Ainsi, le 16 décembre 2020, une nécrologie erronée annonçant le décès de « Police », l’ancien « roc » de la défense centrale de l’équipe nationale de football, faisait le buzz sur Facebook. « Triste : le vrai policier s’est éteint », titrait notamment un article largement partagé par plusieurs pages sur le réseau social sans vérifications.

Les réactions spontanées de proches ou de personnes ayant pris le temps de faire des vérifications ont démenti la fausse nouvelle.
Bien que la fréquence de leur succession relève, sans doute, d’une coïncidence, la récurrence des fausses informations met en lumière un problème réel dans l’espace médiatique au Mali. Celui des « fake news » (fausses nouvelles en anglais). Il devient si criard qu’il urge de le « circonscrire », de l’aveu de plusieurs acteurs nationaux du secteur des médias que nous avons approchés.

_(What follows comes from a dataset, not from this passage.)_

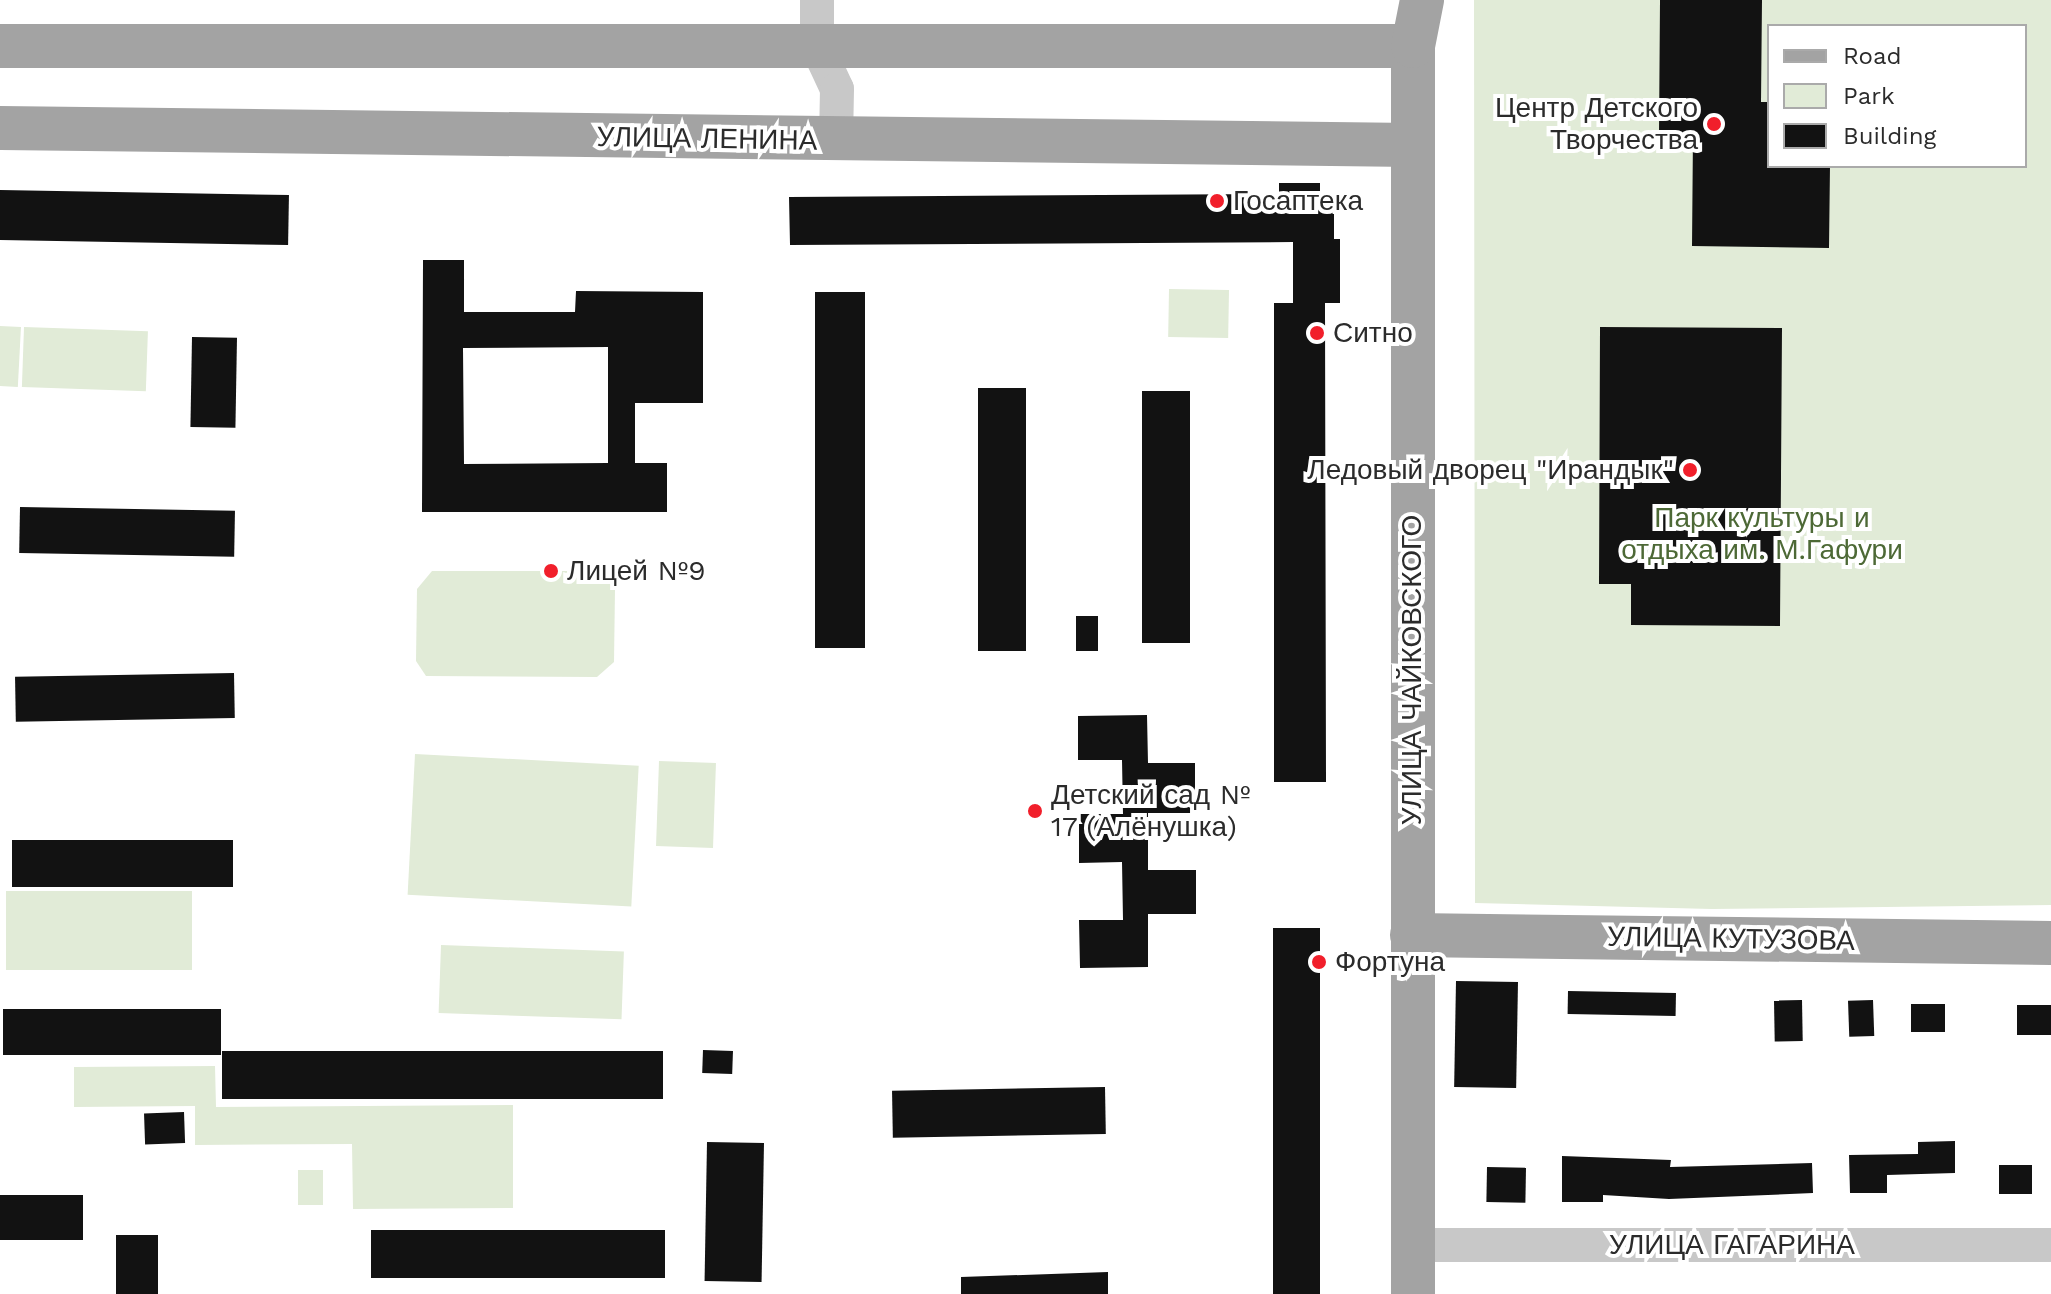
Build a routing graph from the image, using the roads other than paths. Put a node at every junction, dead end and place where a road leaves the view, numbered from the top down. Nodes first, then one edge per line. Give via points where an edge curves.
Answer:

« La notion de fake news, l’acceptation qu’il faut en avoir actuellement, c’est une fausse information qui, dans 90% des cas, est donnée de manière délibérée et englobe aussi un but précis », explique Gaoussou Drabo, journaliste et ancien ministre de la Communication du Mali. Il attire l’attention sur les subtilités lexicales, afin de mieux cerner le problème des fausses informations et précise l’importance de la nuance entre les fake news et les informations non avérées que peut donner un journaliste sans intention de nuire.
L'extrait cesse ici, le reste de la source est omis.